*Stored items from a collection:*
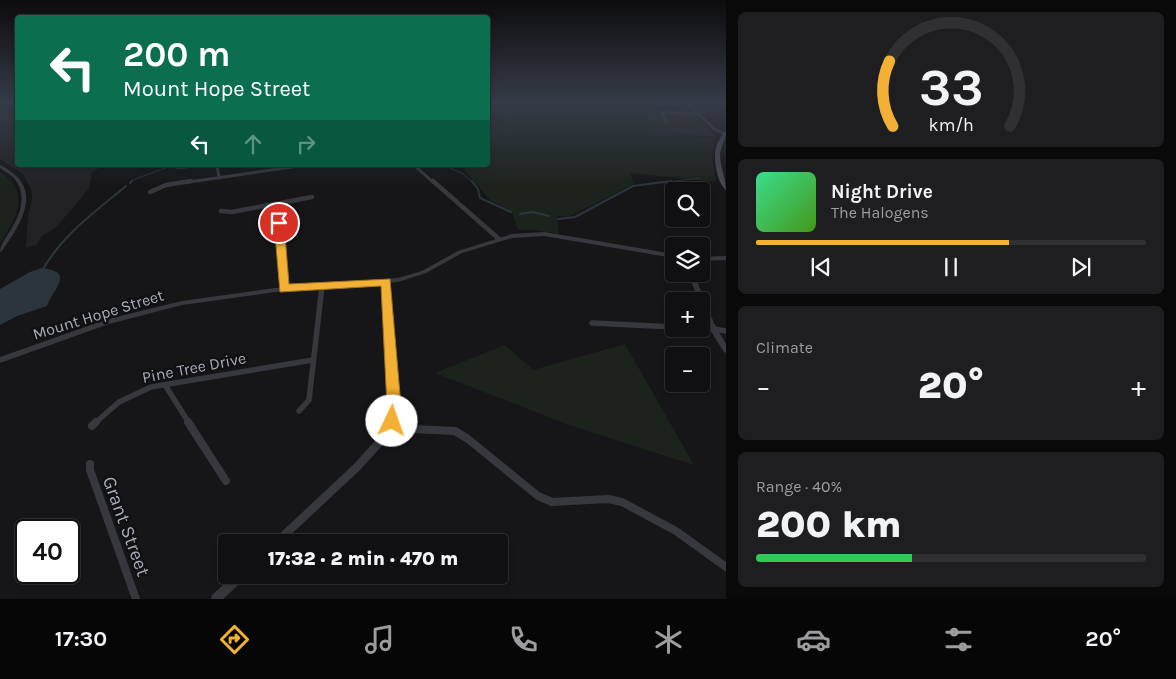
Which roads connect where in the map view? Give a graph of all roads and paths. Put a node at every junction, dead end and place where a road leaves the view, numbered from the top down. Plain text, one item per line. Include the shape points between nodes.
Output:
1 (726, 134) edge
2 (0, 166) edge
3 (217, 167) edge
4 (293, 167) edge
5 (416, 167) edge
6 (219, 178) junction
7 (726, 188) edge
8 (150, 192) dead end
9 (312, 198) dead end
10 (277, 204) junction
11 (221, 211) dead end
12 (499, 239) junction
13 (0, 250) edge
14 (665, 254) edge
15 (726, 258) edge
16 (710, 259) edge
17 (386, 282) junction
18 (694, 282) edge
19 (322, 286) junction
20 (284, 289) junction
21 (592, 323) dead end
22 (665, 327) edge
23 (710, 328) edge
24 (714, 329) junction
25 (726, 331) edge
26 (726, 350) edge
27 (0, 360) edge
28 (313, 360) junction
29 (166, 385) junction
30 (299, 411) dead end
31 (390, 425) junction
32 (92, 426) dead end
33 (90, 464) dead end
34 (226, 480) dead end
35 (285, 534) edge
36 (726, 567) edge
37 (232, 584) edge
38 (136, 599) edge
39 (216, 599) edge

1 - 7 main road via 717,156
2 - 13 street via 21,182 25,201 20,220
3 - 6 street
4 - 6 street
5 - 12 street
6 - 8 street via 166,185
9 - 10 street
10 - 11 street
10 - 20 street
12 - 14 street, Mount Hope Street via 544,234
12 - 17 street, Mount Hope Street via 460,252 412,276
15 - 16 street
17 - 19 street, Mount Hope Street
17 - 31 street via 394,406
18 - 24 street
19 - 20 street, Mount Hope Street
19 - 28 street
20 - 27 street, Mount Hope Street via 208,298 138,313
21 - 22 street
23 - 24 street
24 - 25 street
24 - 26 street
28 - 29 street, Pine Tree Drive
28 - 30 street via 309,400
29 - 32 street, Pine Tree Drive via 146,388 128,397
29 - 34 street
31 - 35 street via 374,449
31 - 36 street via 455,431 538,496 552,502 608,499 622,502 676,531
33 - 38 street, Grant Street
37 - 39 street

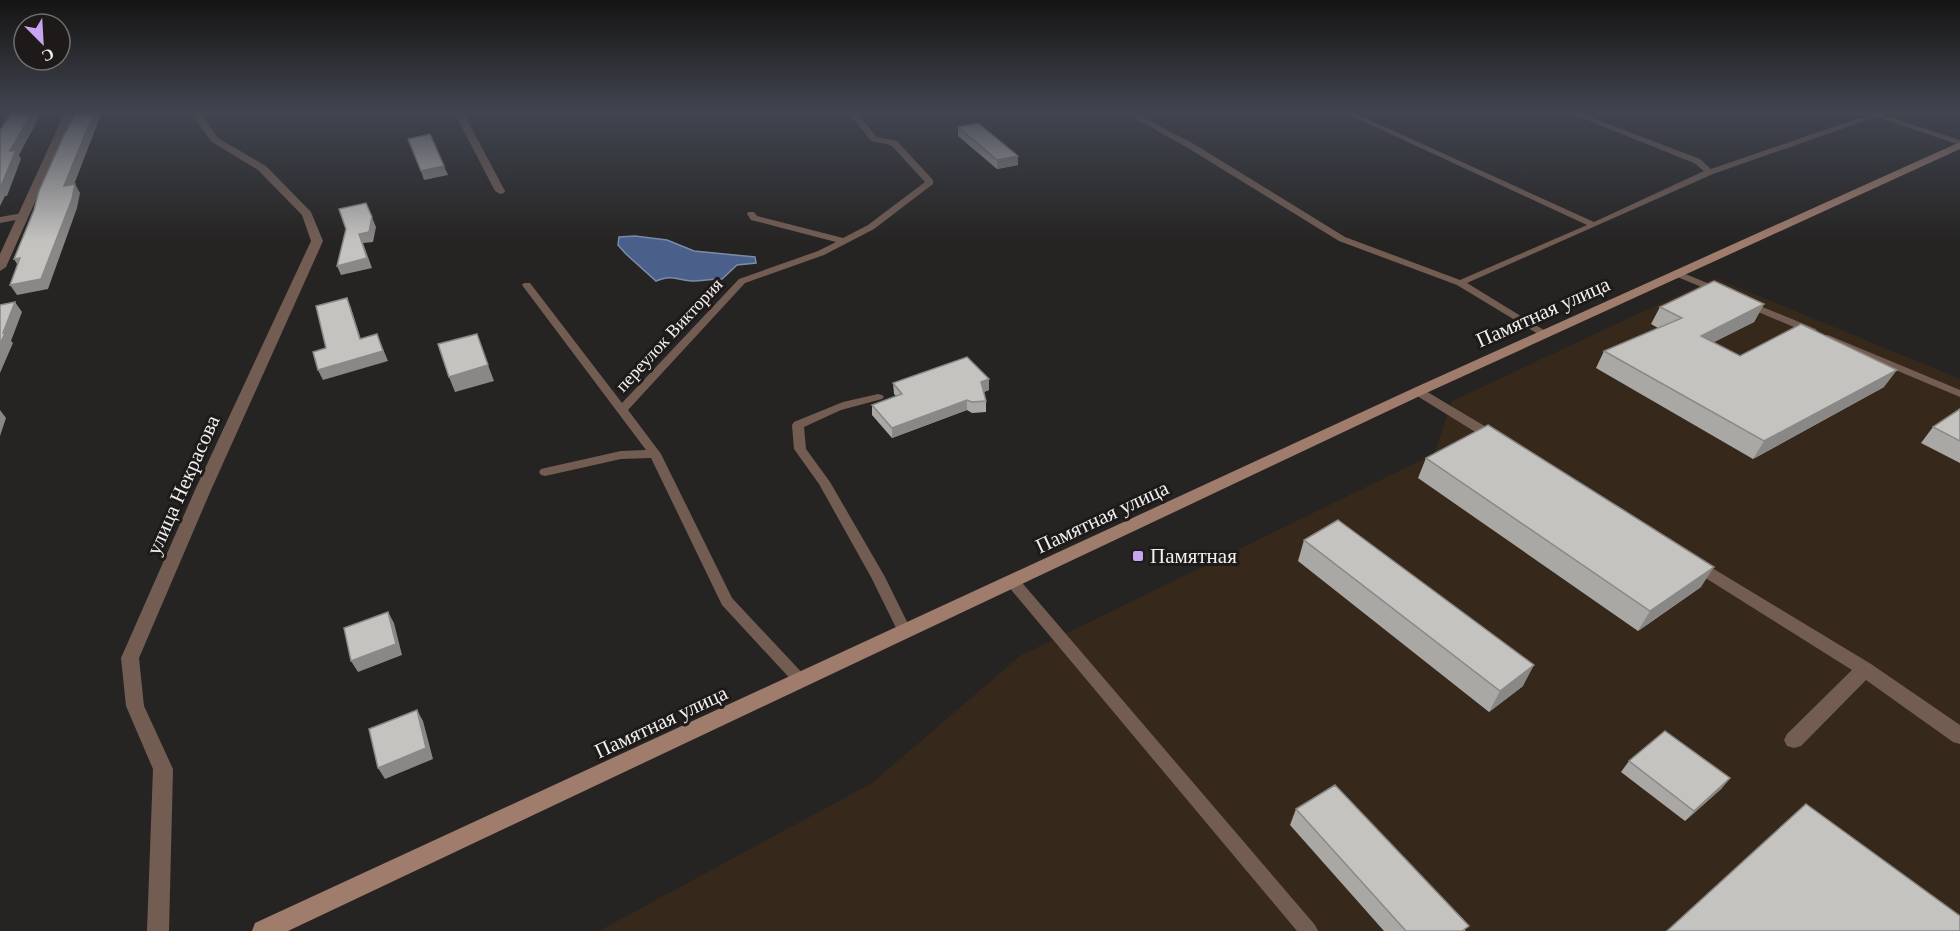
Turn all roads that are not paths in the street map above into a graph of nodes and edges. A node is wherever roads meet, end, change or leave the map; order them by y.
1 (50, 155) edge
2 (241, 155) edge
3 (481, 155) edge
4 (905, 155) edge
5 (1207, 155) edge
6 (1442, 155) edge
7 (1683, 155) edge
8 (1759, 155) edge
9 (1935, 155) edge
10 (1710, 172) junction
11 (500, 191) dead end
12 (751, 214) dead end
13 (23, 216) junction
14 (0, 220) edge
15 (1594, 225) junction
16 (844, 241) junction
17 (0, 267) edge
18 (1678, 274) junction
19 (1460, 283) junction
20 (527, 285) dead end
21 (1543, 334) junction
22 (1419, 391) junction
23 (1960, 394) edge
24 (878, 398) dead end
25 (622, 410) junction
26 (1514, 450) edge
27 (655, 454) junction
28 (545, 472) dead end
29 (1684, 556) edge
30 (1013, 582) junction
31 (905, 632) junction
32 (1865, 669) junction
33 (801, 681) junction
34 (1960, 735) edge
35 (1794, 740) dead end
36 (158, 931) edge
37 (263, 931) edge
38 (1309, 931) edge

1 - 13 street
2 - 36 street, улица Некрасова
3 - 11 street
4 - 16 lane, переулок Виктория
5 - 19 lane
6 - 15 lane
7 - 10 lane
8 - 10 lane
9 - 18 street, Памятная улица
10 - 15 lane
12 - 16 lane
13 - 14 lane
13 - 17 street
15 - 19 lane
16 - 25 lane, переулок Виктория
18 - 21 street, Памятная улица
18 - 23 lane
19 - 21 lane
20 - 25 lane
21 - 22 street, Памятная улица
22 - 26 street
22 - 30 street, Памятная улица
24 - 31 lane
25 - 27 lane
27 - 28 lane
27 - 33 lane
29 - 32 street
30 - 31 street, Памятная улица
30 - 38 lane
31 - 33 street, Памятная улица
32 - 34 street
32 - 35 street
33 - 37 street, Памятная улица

*PROBLEM TO SOLVE:*
All lines from the one with "Turn all roads" to the end of the records must be set down exactly. Skip every line before it.

*WRITTEN RESPONSE:*
Turn all roads that are not paths in the street map above into a graph of nodes and edges. A node is wherever roads meet, end, change or leave the map; order them by y.
1 (50, 155) edge
2 (241, 155) edge
3 (481, 155) edge
4 (905, 155) edge
5 (1207, 155) edge
6 (1442, 155) edge
7 (1683, 155) edge
8 (1759, 155) edge
9 (1935, 155) edge
10 (1710, 172) junction
11 (500, 191) dead end
12 (751, 214) dead end
13 (23, 216) junction
14 (0, 220) edge
15 (1594, 225) junction
16 (844, 241) junction
17 (0, 267) edge
18 (1678, 274) junction
19 (1460, 283) junction
20 (527, 285) dead end
21 (1543, 334) junction
22 (1419, 391) junction
23 (1960, 394) edge
24 (878, 398) dead end
25 (622, 410) junction
26 (1514, 450) edge
27 (655, 454) junction
28 (545, 472) dead end
29 (1684, 556) edge
30 (1013, 582) junction
31 (905, 632) junction
32 (1865, 669) junction
33 (801, 681) junction
34 (1960, 735) edge
35 (1794, 740) dead end
36 (158, 931) edge
37 (263, 931) edge
38 (1309, 931) edge

1 - 13 street
2 - 36 street, улица Некрасова
3 - 11 street
4 - 16 lane, переулок Виктория
5 - 19 lane
6 - 15 lane
7 - 10 lane
8 - 10 lane
9 - 18 street, Памятная улица
10 - 15 lane
12 - 16 lane
13 - 14 lane
13 - 17 street
15 - 19 lane
16 - 25 lane, переулок Виктория
18 - 21 street, Памятная улица
18 - 23 lane
19 - 21 lane
20 - 25 lane
21 - 22 street, Памятная улица
22 - 26 street
22 - 30 street, Памятная улица
24 - 31 lane
25 - 27 lane
27 - 28 lane
27 - 33 lane
29 - 32 street
30 - 31 street, Памятная улица
30 - 38 lane
31 - 33 street, Памятная улица
32 - 34 street
32 - 35 street
33 - 37 street, Памятная улица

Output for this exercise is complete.